Differential expression of an endogenous mannose-binding protein R1 during muscle development and regeneration delineating its role in myoblast fusion.

The role of the endogenous brain carbohydrate-binding protein R1 in muscle cell development and regeneration was analysed both in vivo and in vitro. In vivo, R1 was developmentally regulated, with an embryonic 65,00 subunit and a neonatal 67,000 subunit, being replaced progressively by a 135,000 adult form. Lectin R1 was intracellularly localized at birth and in the prenatal period. During development and at the time of myoblast fusion, the antigen was progressively found at the surface, where it remained at low levels in the adult.
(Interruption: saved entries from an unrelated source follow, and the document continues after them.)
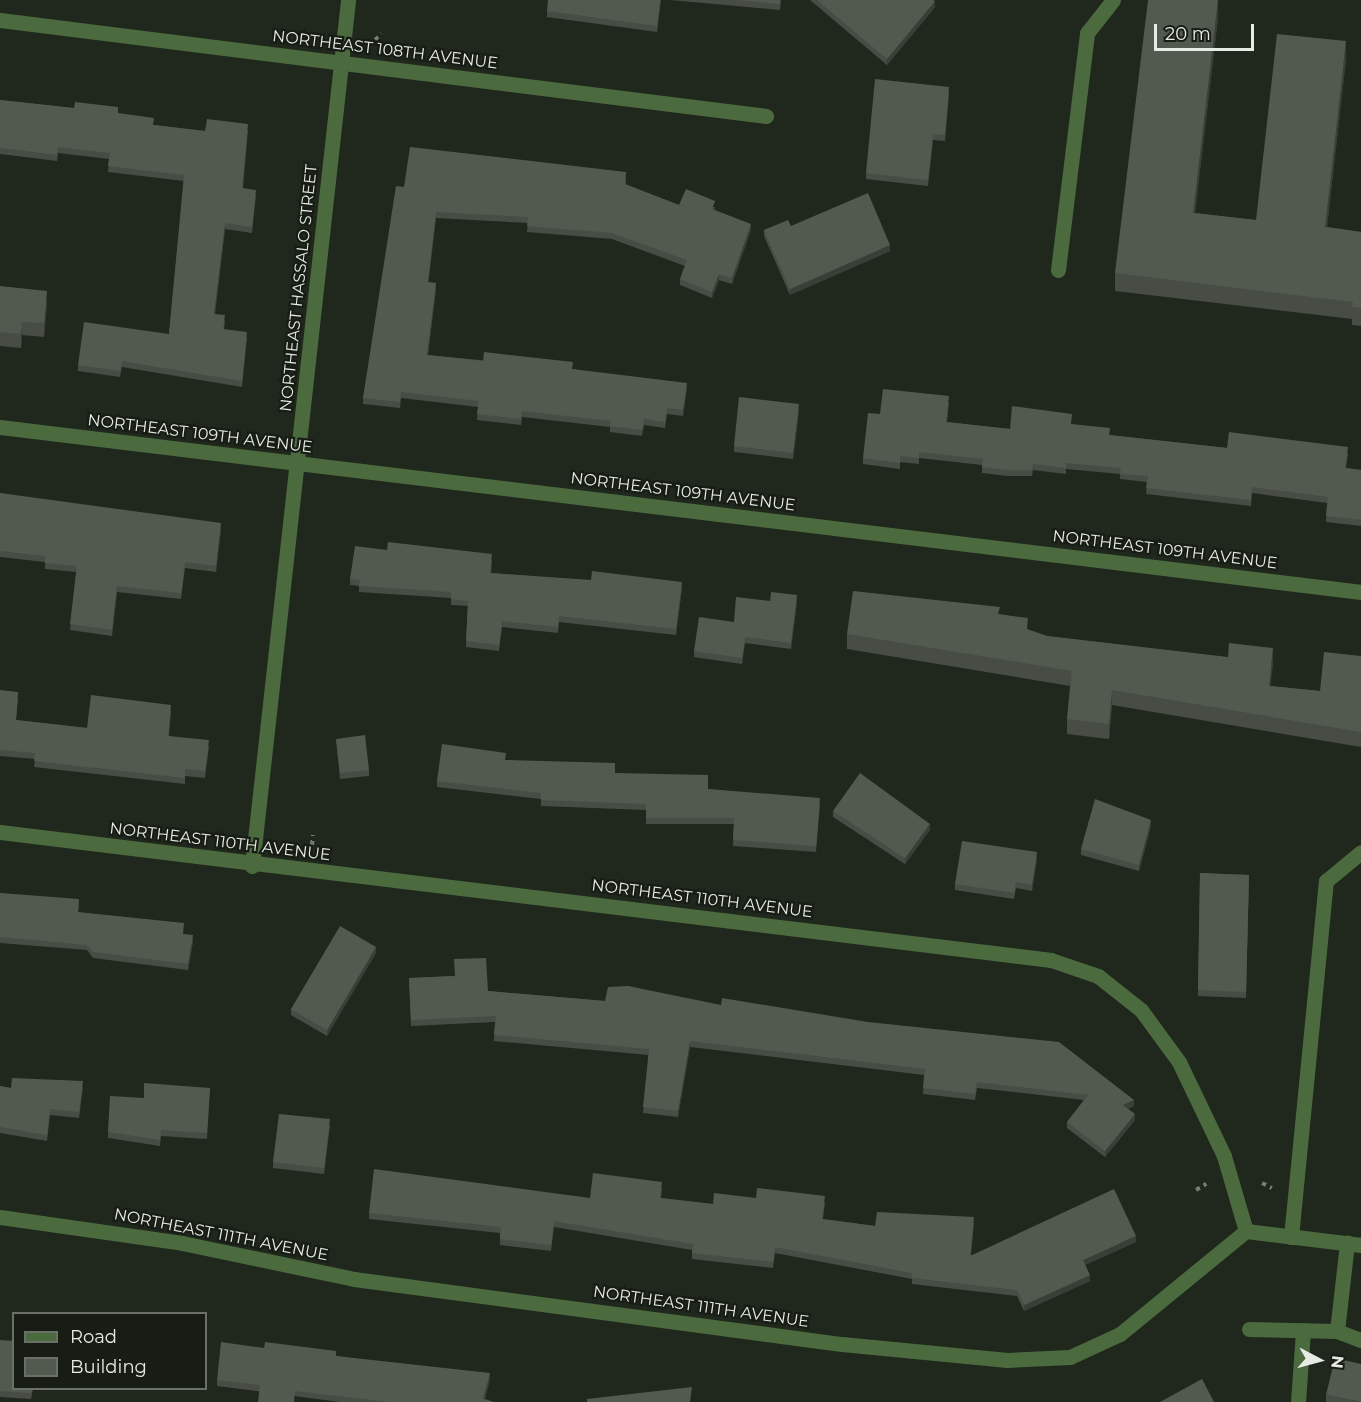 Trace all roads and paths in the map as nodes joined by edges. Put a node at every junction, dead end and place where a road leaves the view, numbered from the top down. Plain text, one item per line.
1 (348, 0) edge
2 (1113, 0) edge
3 (0, 20) edge
4 (382, 34) dead end
5 (375, 40) dead end
6 (341, 62) junction
7 (766, 116) dead end
8 (1058, 270) dead end
9 (0, 427) edge
10 (298, 464) junction
11 (1361, 592) edge
12 (0, 832) edge
13 (313, 835) dead end
14 (312, 845) dead end
15 (1361, 852) edge
16 (252, 866) junction
17 (1262, 1183) dead end
18 (1272, 1188) dead end
19 (0, 1217) edge
20 (1246, 1232) junction
21 (1292, 1237) junction
22 (1354, 1244) edge
23 (1249, 1329) dead end
24 (1303, 1330) junction
25 (1337, 1332) junction
26 (1361, 1340) edge
27 (1299, 1402) edge

1 - 6 street, NORTHEAST HASSALO STREET
2 - 8 street
3 - 6 street, NORTHEAST 108TH AVENUE
4 - 5 path
6 - 7 street, NORTHEAST 108TH AVENUE
6 - 10 street, NORTHEAST HASSALO STREET
9 - 10 street, NORTHEAST 109TH AVENUE
10 - 11 street, NORTHEAST 109TH AVENUE
10 - 16 street, NORTHEAST HASSALO STREET
12 - 16 street, NORTHEAST 110TH AVENUE
13 - 14 path
15 - 21 street
16 - 20 street, NORTHEAST 110TH AVENUE
17 - 18 path
19 - 20 street, NORTHEAST 111TH AVENUE
20 - 21 street
21 - 22 street
22 - 25 street
23 - 24 street
24 - 25 street
24 - 27 street
25 - 26 street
In vitro, in pure myoblast cultures, only the embryonic form was present. The ultrastructural studies indicated that the lectin could participate in the membrane fusion process during myoblast fusion. The specific role in myoblast fusion, derived from the ultrastructural localization of R1, was evidenced by a strong inhibitory effect of anti-R1 Fab fragments (10-100 micrograms/ml), relative to control Fab fragments. In vivo, the embryonic subunit pattern and subcellular distribution of R1 reappeared in muscle cells after lesion of the adult muscle. This suggested that, as observed in vitro, R1 participated in vivo in the phenomenon of myoblast fusion. Similar modifications in subunit expression were observed in muscles after denervation (the embryonic form of lectin R1 reappearing after lesion), suggesting that R1 could be involved in the process of neuromuscular junction formation. Thus, it is proposed that the carbohydrate-binding protein R1 is an important recognition molecule for the formation of myotubes. Its potential involvement in a recognition process between axons and muscle cells during neuromuscular junction formation is discussed.